しかし、生命維持臓器ではないけれども、人生にとって非常に重要な複合組織(皮膚・筋・骨・神経などを含む組織)の移植が実現し始めています。
例えば、顔、腕、子宮、陰茎などの移植は、海外で実際に手術が行われ、成功しています。
これらの研究の成功は、多くの人々に希望を与えました。

そして、私たちは複合組織である「肛門」の移植も可能であると考えています。
研究の成果として、動物での肛門移植実験に成功しました。

実際に排泄機能不全の方々に肛門移植が可能になると、革命的な治療法となるでしょう。

肛門移植には、以下のようなメリットがあります。

  • 管理のメリット:ストーマの交換や周囲皮膚の炎症など、管理の問題が克服できる
  • 整容面メリット:腹部を露出ができないなどの整容面の負担が小さい
  • 精神的負担軽減:臭いを気にしなければならないなど、さまざまなストレスから解放される
  • 拒絶反応が起きても生命の危険は少ない(人工肛門に戻ることもできる)

治療法として確立すれば、排泄機能不全の方々が、より自分らしく暮らしていく選択肢のひとつとなります。

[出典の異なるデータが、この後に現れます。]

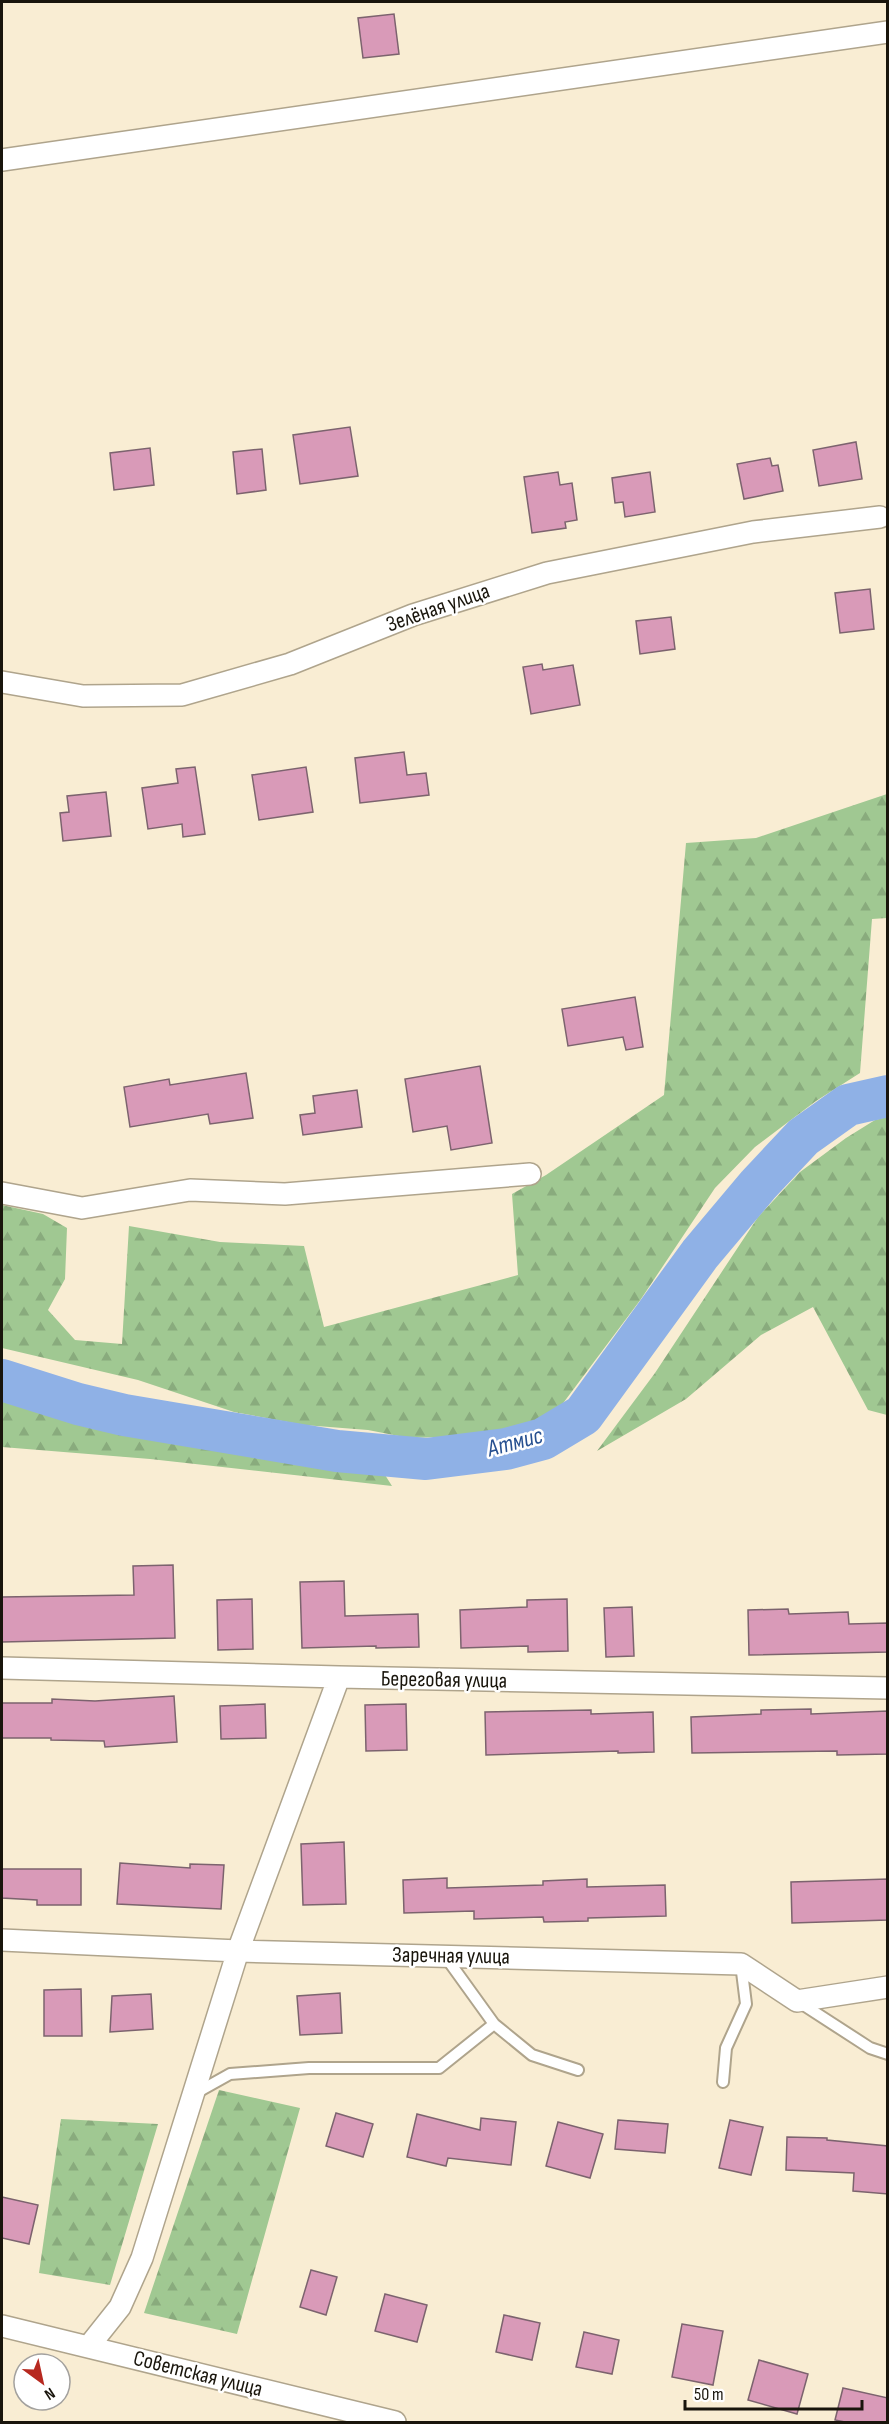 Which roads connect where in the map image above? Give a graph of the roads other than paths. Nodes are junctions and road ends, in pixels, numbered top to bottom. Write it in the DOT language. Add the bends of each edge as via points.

もし、人工肛門の他に、「肛門移植」という選択肢が生まれたら、多くの人々が本当の意味で「治った」と思えるかもしれません。
もし、より自然で、快適な暮らしをする方法として「人工肛門」を提供できたら、多くの人々が自信を取り戻し、精神的な苦しみが和らぐかもしれません。

私たち「肛門移植研究グループ」は、ストーマ患者さんへ新たな選択肢を提供するために、直腸肛門移植の研究を続けてまいります。